The Democrats behind the bill also unveiled a new report which found that consumers have made over 52,000 complaints with the Consumer Financial Protection Bureau (CFPB) since the Equifax breach. The report found that the number of complaints filed against Equifax in the months after the breach nearly doubled from the amount reported in the same period prior to the incident.
The Equifax data breach resulted in hackers gaining access to the personal information of an estimated 143 million Americans, including Social Security numbers, passport numbers and birth dates.
Copies of the report were sent to both the both the FTC and the CFPB, with lawmakers asking both agencies to “hold Equifax accountable for the 2017 breach without delay.”
The lawmakers recommended that CFPB also “continue working with federal and state agencies to address critical cybersecurity issues in the credit reporting industry,” and that the CFPB should use “all tools at its disposal to get to the bottom of the causes of the breach and the depths of Equifax’s failures to protect consumer data and respond adequately to the risks facing consumers.”
“The American people have continued to use the CFPB’s complaint process to make their voices heard, and right now, the agency appears to be ignoring those voices,” the lawmakers wrote.

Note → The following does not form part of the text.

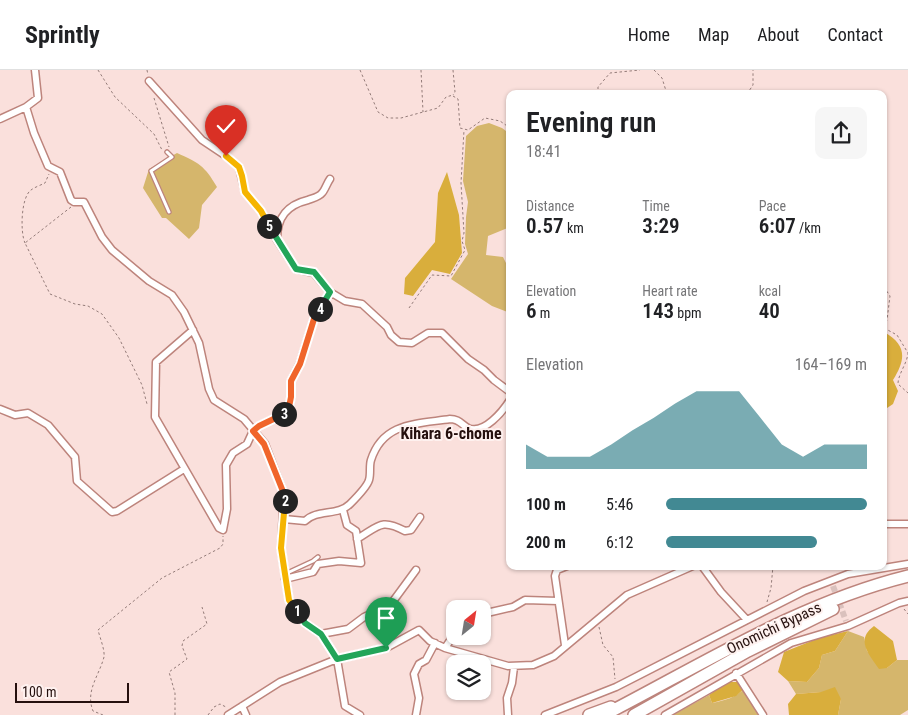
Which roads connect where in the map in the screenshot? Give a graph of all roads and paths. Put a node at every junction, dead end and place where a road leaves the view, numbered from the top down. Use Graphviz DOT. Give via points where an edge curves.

The CFPB did not respond to request for comment on the findings of the report.
The bill received support from a number of industry and agency officials.
Former FTC Chief Technologist Ashkan Soltani said making credit agencies liable for failing to secure consumer data is “a necessary step in ensuring our privacy rights.”

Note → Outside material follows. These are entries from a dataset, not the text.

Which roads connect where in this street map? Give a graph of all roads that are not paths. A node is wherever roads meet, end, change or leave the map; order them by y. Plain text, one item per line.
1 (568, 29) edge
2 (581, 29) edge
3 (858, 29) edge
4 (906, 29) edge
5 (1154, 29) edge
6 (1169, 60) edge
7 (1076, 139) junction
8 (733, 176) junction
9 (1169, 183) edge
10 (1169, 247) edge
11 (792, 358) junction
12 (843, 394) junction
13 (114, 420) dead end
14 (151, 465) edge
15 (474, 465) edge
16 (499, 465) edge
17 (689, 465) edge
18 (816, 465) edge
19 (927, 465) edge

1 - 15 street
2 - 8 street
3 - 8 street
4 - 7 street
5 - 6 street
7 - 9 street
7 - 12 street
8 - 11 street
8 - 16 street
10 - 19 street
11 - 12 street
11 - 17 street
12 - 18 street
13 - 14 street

Marc Rotenberg, the president and executive director of the Electronic Privacy Information Center, called the legislation “a concrete response to a serious problem facing American consumers.”
Warren discussed the bill during the Senate Banking Committee hearing on data collection and privacy, saying that “the only way credit reporting agencies are going to adequately invest in cybersecurity is if we make it too expensive to ignore.”
At the hearing, Warner harshly criticized the data collection techniques of companies such as Facebook, Twitter and Google, who he accused of “sucking personalized data out from each and every one of us and then marketing that to a whole series of entities.”
Both Republicans and Democrats on the committee argued for legislation to regulate consumer data collection by tech companies. The hearing also comes as lawmakers in both chambers work on drafting a federal data privacy law.
Senate Banking Committee Chairman Mike Crapo (R-Idaho) said the committee would “look to update and make improvements to federal laws within its jurisdiction” in regard to this issue.
The panel’s ranking member, Sen. Sherrod Brown (D-Ohio), said regulating this issue is “critical to our democracy,” citing Facebook’s Cambridge Analytica data scandal as an example of giving “bad actors ways to meddle in our elections.”
Maciej Ceglowski, the founder of social bookmarking website Pinboard, testified during the hearing, arguing in favor of regulating the collection of consumer data by companies such as Google, Facebook, Amazon and Microsoft to ensure consumer privacy and to “preserve our liberty.”
“The internet economy today resembles the earliest days of the nuclear industry,” Ceglowski said. “We have a technology of unprecedented potential, we have made glowing promises about how it will transform the daily lives of our fellow Americans, but we don’t know how to keep its dangerous byproducts safe.”